(Collection entries)
Segment Open

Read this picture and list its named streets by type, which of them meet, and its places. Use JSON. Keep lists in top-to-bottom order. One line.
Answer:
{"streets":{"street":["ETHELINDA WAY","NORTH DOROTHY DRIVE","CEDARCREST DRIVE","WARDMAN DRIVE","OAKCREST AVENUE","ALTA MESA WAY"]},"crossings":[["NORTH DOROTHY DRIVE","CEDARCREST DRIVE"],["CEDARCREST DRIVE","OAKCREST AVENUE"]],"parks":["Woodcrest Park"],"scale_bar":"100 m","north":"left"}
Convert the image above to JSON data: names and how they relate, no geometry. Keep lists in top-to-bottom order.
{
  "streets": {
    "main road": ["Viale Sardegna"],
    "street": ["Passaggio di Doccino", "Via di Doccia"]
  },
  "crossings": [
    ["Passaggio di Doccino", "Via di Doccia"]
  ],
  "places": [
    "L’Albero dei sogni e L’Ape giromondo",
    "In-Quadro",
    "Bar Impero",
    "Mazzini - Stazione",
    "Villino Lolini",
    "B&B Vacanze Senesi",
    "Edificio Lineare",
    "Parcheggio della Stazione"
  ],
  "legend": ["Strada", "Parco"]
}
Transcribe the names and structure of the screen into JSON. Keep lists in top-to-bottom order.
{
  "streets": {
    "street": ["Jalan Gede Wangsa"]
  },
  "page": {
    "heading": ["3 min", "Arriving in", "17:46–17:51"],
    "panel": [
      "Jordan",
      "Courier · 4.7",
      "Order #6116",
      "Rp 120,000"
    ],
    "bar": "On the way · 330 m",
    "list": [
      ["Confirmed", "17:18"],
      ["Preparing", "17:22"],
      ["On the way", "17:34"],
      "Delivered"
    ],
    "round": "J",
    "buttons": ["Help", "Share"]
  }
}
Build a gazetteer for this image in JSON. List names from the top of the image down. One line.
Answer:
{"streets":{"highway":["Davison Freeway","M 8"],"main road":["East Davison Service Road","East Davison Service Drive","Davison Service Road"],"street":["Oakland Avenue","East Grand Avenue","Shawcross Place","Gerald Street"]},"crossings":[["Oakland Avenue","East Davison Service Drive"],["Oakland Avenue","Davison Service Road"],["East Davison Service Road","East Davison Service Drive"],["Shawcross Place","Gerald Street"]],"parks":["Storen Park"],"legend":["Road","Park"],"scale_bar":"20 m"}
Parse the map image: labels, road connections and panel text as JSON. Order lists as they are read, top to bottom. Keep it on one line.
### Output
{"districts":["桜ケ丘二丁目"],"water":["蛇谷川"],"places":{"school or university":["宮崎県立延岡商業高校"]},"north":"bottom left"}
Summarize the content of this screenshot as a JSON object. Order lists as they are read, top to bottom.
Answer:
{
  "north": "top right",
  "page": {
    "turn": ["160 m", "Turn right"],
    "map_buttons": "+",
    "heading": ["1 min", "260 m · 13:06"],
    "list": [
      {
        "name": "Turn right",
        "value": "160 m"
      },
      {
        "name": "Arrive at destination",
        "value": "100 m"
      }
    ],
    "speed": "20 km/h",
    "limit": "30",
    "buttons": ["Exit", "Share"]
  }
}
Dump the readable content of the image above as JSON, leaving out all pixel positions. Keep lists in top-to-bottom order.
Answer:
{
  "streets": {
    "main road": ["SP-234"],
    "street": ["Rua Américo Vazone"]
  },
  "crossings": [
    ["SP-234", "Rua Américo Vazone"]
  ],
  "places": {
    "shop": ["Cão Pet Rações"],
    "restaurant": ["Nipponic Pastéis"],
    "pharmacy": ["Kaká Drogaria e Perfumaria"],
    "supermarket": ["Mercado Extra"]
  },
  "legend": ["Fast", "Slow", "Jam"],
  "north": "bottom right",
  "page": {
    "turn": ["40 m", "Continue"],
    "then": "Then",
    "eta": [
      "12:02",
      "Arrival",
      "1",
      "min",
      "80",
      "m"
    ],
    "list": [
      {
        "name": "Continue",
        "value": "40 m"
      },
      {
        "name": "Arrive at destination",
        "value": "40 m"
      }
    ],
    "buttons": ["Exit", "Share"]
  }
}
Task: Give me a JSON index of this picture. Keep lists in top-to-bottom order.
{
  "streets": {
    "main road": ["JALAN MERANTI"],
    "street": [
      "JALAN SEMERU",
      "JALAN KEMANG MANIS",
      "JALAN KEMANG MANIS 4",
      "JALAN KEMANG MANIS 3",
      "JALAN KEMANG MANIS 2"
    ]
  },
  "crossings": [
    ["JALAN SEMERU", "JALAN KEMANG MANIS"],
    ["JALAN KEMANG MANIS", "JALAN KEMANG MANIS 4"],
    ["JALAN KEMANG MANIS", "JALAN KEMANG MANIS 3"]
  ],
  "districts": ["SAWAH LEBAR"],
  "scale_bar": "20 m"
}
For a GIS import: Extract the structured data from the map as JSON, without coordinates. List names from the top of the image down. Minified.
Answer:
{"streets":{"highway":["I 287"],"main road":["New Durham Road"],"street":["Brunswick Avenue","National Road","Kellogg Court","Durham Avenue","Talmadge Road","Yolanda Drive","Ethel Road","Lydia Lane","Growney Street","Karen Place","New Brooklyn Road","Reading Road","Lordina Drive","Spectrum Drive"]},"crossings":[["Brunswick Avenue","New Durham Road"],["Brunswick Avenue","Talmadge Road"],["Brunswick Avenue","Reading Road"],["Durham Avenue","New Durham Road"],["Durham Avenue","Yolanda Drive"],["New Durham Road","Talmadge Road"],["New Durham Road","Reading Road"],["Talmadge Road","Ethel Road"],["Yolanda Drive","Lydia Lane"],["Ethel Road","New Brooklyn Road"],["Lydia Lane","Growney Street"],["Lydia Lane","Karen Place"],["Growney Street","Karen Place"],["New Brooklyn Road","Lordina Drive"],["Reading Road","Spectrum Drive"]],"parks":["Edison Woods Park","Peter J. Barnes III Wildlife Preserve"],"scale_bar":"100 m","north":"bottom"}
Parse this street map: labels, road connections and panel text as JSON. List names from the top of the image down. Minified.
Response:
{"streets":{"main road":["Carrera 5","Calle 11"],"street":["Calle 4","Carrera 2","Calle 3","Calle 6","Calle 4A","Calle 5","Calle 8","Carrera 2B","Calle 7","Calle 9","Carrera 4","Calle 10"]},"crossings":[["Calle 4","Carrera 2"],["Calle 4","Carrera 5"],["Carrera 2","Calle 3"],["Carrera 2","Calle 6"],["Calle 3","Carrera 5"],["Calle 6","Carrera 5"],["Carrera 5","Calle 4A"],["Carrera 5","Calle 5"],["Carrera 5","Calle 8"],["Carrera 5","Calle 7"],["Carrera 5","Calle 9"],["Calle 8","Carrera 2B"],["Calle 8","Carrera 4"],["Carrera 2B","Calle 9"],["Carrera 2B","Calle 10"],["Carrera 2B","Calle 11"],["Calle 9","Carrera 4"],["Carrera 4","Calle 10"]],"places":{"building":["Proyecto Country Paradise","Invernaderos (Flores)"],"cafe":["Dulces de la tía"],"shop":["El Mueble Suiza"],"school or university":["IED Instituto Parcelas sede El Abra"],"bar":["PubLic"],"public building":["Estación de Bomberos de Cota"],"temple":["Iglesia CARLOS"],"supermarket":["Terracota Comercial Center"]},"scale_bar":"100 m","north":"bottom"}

Segment Closed

→ **The problem**
Please report how many lines in the records above contain the word "down", and give nothing but the number.

→ **Response**
3